El norteamericano David Kidd llegó a Pekín a finales de 1946, recién licenciado y con la intención de estudiar poesía china y enseñar inglés en la Universidad de Yenching, y permaneció allí hasta 1950.

En Historias de Pekín, versión revisada de All the Emperor’s Horses (1960), el autor atesora los recuerdos de esos años turbulentos, contemplados desde la privilegiada atalaya que le proporciona su matrimonio con la hija de una antigua familia de la aristocracia china.

Kidd, que años después se convertiría en un reputado coleccionista de arte oriental, rescata del olvido, una a una, estas anécdotas —el triste fin de las piedras vivientes, una fiesta de disfraces a la luz inquietante de la luna, el leve olor a sándalo y jazmín de una dama de buena familia, la sabiduría ancestral de Tía Qin o la nueva sabiduría de Hermana Mayor— con la misma delicadeza que si se tratase de antiguas porcelanas, y las almacena en anaqueles de rótulos genéricos y desconcertantes: «dragones, bebés rosados y asuntos consulares» o «cuadros, cocineros y criminales».

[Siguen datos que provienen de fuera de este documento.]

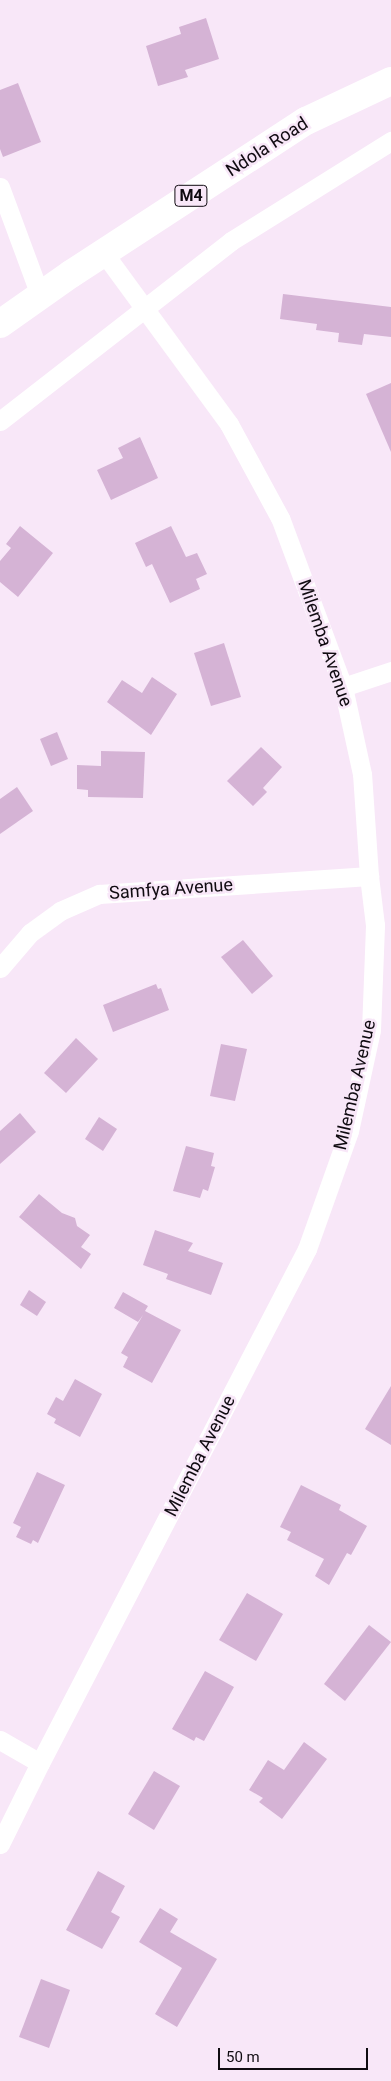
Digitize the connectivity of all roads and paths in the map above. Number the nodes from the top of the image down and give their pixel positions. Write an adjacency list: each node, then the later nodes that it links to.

Ciertamente, parecen presagiar un cajón de sastre, pero en su lugar el lector encuentra una narración fluida y cronológica, amena, sin pretensiones de objetividad y sin sentimentalismo, con la suave pátina de añoranza que tiñe sin excepción los recuerdos de aquello que fue y ha dejado de ser.

Porque de eso se trata: de relatar los últimos vestigios de una cultura milenaria, reflejados en la suerte que corren una mansión en decadencia y la familia que la habita.

Los Yu y el propio autor son en estas páginas meros actores, responsables de transmitir, con sus historias agridulces, el punto de giro en el destino de Pekín, la ciudad del eterno resplandor.